--- Saved data entries ---
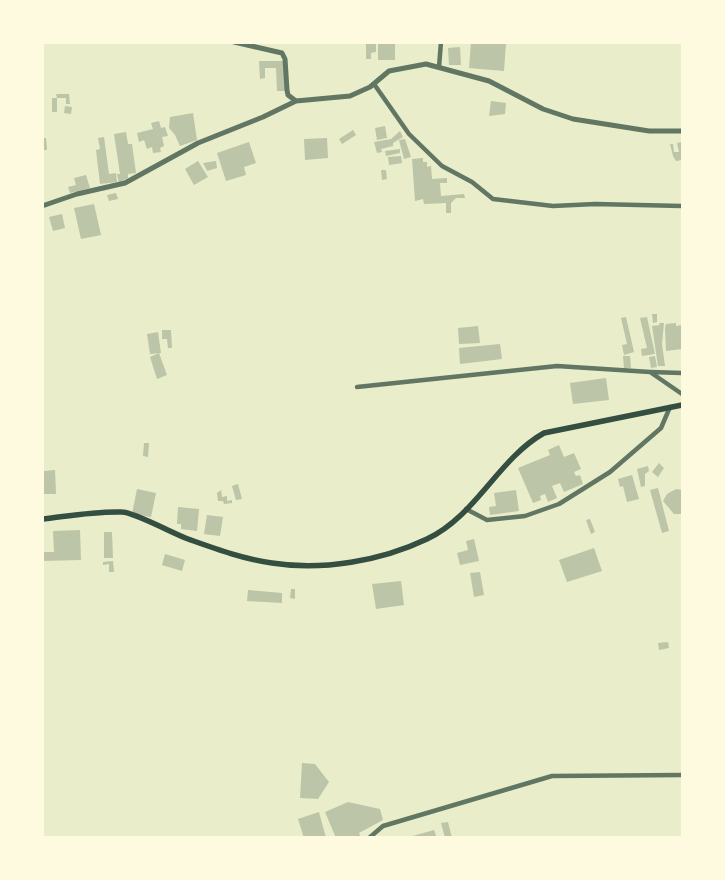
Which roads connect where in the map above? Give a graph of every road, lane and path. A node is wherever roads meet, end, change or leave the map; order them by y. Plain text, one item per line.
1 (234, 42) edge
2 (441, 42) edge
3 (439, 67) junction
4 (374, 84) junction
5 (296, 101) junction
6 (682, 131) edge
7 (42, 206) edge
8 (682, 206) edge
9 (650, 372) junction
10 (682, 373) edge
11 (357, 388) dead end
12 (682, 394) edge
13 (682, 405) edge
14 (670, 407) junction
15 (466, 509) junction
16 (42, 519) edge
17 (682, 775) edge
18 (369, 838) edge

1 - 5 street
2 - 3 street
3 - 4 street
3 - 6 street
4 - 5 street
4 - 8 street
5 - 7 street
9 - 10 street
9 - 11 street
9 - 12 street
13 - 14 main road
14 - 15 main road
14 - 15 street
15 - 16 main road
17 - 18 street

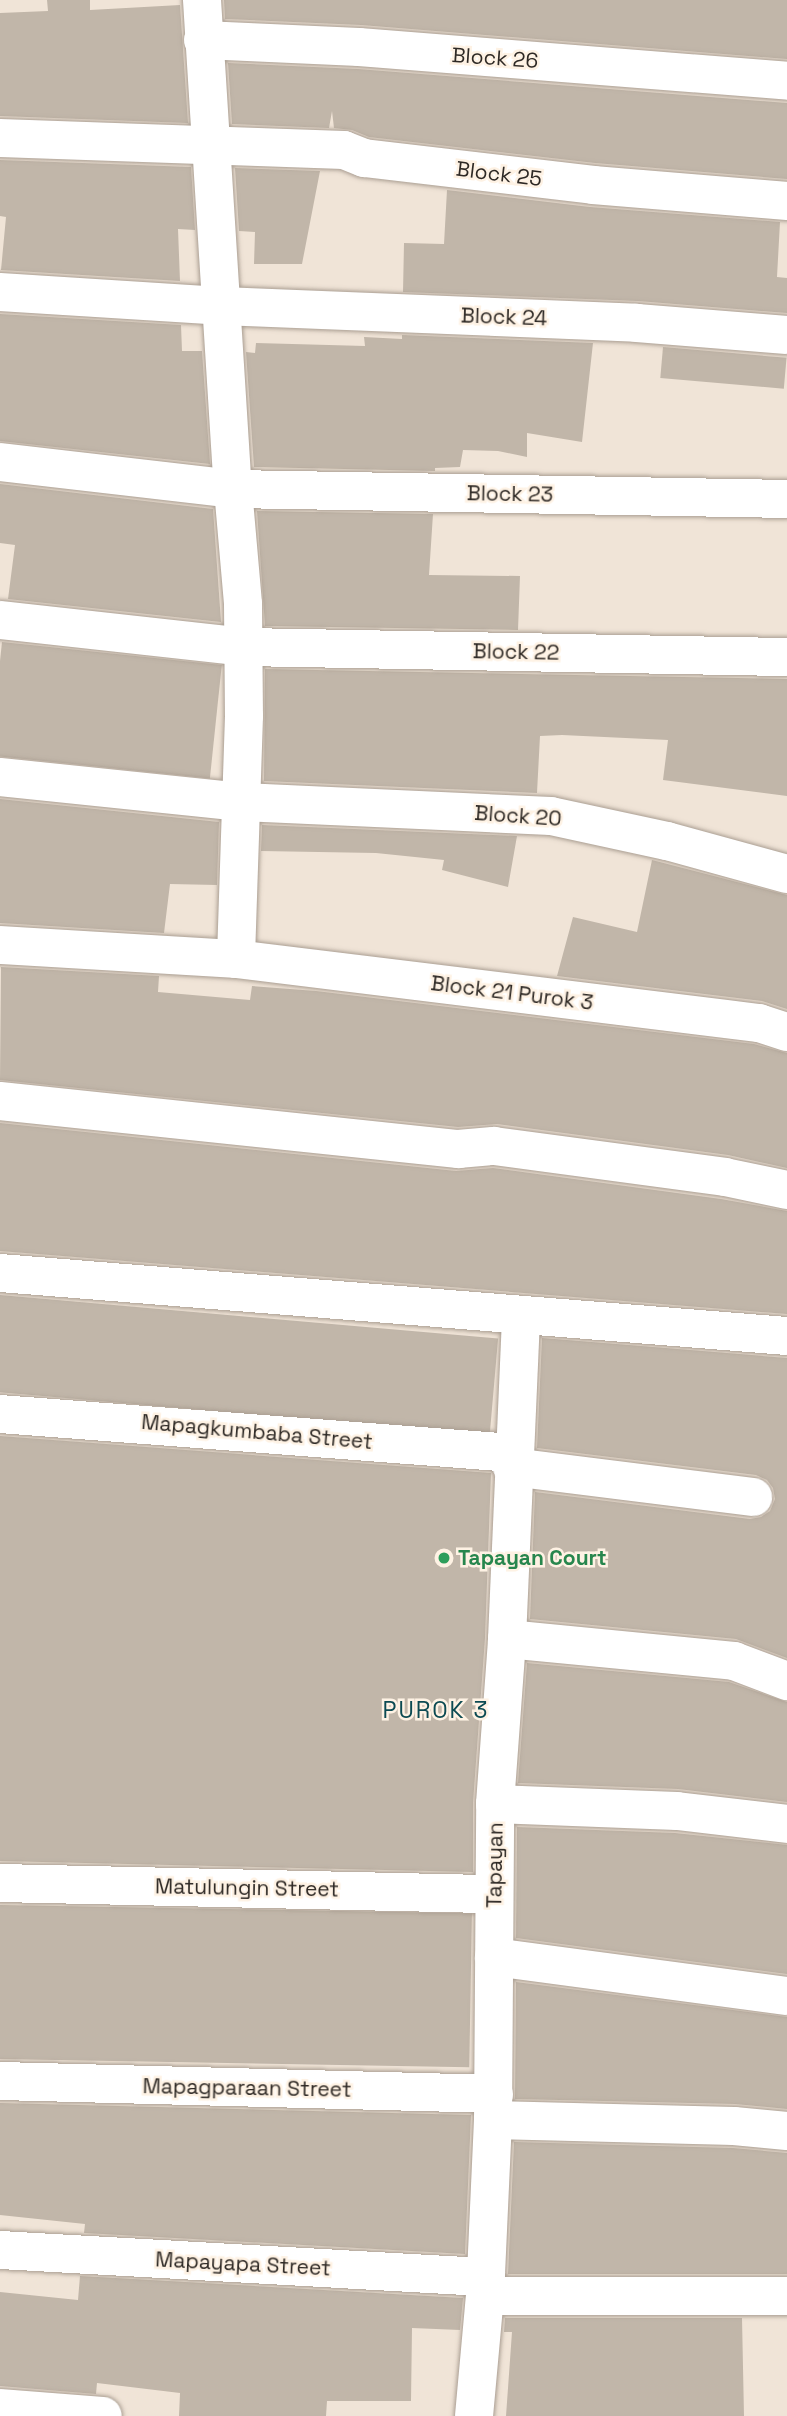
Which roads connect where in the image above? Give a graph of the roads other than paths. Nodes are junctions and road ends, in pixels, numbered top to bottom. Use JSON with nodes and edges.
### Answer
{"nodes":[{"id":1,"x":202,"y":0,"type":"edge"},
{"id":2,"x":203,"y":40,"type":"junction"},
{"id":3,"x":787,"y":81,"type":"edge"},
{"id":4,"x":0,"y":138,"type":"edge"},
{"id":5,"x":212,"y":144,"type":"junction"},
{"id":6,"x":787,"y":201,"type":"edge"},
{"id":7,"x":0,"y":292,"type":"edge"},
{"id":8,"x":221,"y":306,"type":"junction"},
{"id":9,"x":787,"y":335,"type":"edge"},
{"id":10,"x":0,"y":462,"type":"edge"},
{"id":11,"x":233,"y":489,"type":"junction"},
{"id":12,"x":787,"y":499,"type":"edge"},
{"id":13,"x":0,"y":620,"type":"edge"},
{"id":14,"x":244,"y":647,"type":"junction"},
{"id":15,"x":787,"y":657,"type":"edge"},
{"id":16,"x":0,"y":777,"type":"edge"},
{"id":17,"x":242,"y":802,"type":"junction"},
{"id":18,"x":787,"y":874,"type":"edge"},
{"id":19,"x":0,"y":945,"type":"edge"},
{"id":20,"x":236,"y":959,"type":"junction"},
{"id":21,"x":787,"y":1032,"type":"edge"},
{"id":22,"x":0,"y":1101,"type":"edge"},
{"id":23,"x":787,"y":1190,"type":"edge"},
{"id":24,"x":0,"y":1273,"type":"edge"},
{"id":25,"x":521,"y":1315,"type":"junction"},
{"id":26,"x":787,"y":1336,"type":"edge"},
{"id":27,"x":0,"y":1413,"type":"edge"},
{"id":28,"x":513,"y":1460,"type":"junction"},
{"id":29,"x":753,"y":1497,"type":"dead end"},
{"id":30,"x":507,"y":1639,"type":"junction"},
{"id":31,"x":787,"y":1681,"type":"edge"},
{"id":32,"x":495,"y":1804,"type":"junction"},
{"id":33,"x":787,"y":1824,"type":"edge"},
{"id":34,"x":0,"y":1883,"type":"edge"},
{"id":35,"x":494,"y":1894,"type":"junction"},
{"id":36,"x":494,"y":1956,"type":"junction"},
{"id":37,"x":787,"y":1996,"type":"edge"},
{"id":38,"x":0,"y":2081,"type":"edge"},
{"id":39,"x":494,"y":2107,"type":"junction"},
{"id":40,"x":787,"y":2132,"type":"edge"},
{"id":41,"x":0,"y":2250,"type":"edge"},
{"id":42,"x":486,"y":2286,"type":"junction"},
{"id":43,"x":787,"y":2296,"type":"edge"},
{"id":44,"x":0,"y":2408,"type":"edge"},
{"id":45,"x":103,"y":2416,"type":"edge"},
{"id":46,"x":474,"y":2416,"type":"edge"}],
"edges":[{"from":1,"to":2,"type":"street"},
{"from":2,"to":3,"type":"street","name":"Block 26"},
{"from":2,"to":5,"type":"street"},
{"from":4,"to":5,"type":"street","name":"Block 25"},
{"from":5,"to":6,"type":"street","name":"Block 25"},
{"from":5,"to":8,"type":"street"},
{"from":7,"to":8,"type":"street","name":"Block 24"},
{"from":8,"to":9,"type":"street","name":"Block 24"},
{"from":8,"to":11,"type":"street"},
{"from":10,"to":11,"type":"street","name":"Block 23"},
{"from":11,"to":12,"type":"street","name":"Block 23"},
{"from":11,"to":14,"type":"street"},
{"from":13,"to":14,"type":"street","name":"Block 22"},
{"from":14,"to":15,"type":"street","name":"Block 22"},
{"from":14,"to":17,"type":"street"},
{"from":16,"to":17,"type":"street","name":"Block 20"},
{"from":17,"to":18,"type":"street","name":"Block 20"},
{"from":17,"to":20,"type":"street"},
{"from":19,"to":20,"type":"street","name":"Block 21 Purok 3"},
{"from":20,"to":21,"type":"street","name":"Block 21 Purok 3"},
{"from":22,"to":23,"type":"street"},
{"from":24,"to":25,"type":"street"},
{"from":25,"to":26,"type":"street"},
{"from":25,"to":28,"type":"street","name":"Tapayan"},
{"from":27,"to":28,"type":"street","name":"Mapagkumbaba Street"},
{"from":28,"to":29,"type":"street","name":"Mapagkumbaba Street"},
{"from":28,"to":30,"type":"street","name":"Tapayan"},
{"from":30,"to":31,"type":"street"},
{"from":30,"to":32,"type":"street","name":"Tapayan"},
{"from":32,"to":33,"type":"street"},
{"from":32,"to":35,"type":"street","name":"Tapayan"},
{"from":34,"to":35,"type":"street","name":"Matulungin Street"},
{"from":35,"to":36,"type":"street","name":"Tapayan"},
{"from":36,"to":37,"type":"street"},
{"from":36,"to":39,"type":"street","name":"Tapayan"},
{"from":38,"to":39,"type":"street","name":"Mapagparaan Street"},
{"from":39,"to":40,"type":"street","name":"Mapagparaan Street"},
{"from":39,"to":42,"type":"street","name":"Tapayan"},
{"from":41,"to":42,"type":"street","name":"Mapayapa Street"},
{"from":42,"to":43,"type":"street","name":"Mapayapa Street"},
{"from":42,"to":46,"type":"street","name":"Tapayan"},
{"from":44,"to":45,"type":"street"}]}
...
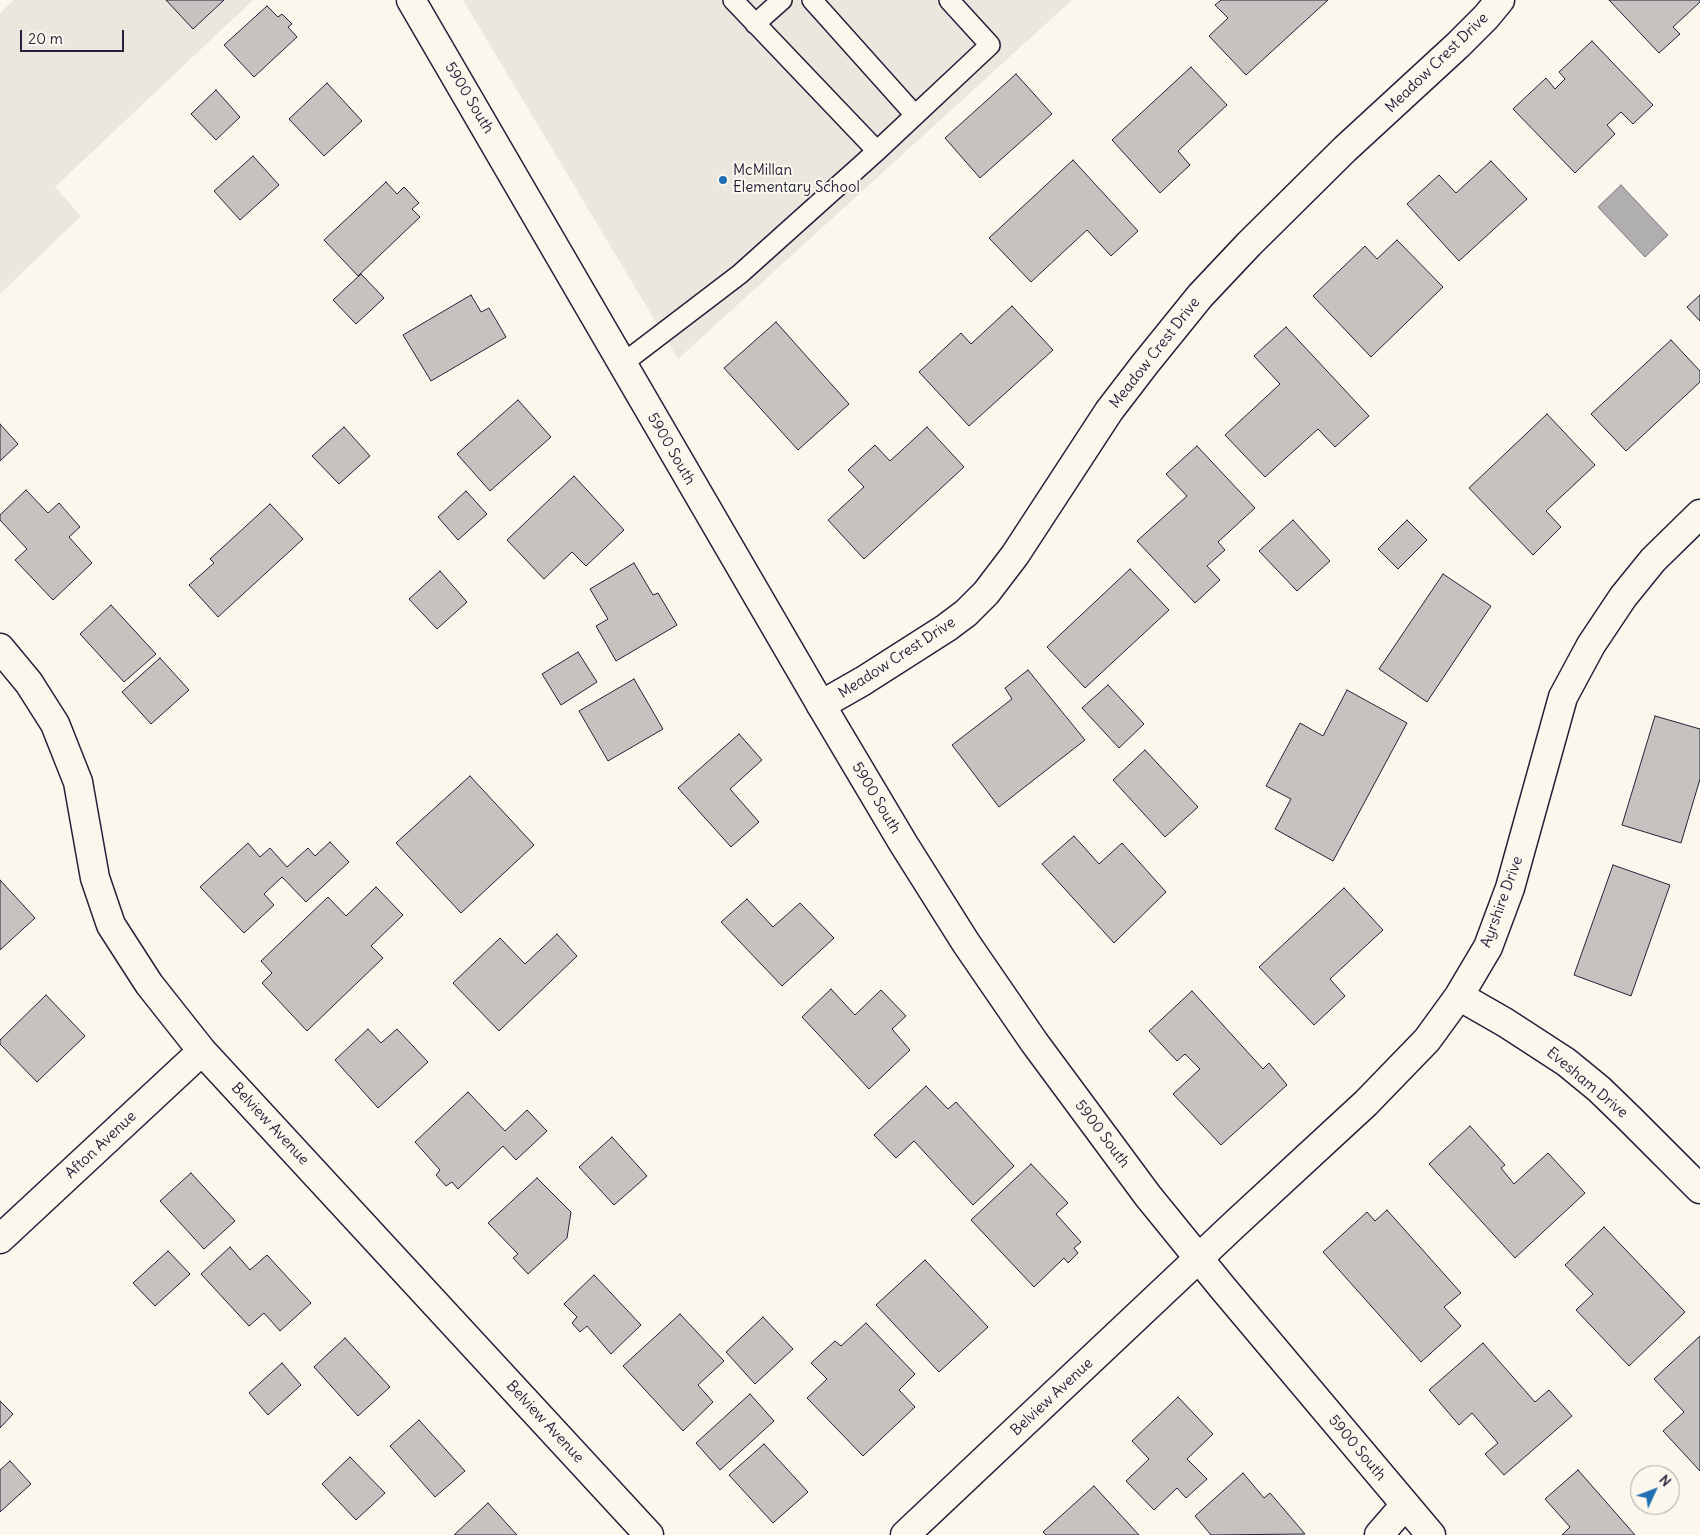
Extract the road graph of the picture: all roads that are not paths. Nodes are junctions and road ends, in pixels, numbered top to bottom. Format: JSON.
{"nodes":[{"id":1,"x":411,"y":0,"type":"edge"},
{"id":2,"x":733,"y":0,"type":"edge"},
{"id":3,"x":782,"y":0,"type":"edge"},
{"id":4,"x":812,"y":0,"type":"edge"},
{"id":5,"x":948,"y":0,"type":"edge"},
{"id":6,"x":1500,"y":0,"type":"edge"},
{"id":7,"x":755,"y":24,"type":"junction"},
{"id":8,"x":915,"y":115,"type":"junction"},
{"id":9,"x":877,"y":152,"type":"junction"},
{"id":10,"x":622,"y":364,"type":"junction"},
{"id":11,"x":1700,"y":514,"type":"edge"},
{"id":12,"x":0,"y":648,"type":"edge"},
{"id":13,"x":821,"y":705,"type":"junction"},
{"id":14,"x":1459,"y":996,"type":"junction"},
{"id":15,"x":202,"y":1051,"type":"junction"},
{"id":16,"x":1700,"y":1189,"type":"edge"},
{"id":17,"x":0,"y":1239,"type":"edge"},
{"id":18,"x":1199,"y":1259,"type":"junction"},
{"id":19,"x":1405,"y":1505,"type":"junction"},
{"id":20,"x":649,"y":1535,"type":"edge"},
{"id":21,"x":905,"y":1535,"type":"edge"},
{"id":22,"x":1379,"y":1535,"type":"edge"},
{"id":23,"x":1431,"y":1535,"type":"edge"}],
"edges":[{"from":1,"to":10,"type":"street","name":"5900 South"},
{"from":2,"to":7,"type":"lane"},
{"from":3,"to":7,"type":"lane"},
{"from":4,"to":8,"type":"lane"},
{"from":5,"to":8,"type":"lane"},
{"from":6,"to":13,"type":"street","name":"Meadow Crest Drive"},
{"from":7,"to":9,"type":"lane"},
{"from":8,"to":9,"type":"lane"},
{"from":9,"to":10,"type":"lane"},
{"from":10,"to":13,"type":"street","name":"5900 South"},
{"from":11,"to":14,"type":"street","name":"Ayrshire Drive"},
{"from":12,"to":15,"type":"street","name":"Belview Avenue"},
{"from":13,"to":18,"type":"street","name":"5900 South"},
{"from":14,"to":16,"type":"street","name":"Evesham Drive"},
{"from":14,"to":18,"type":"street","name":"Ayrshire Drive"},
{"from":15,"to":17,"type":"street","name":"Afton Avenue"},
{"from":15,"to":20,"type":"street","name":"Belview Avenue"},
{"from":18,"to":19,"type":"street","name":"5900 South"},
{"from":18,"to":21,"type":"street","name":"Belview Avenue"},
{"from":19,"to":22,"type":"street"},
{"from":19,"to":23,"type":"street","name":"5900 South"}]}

--- Your objective ---
Copy each line above holding "Mapayapa".

--- Output of the task ---
{"from":41,"to":42,"type":"street","name":"Mapayapa Street"},
{"from":42,"to":43,"type":"street","name":"Mapayapa Street"},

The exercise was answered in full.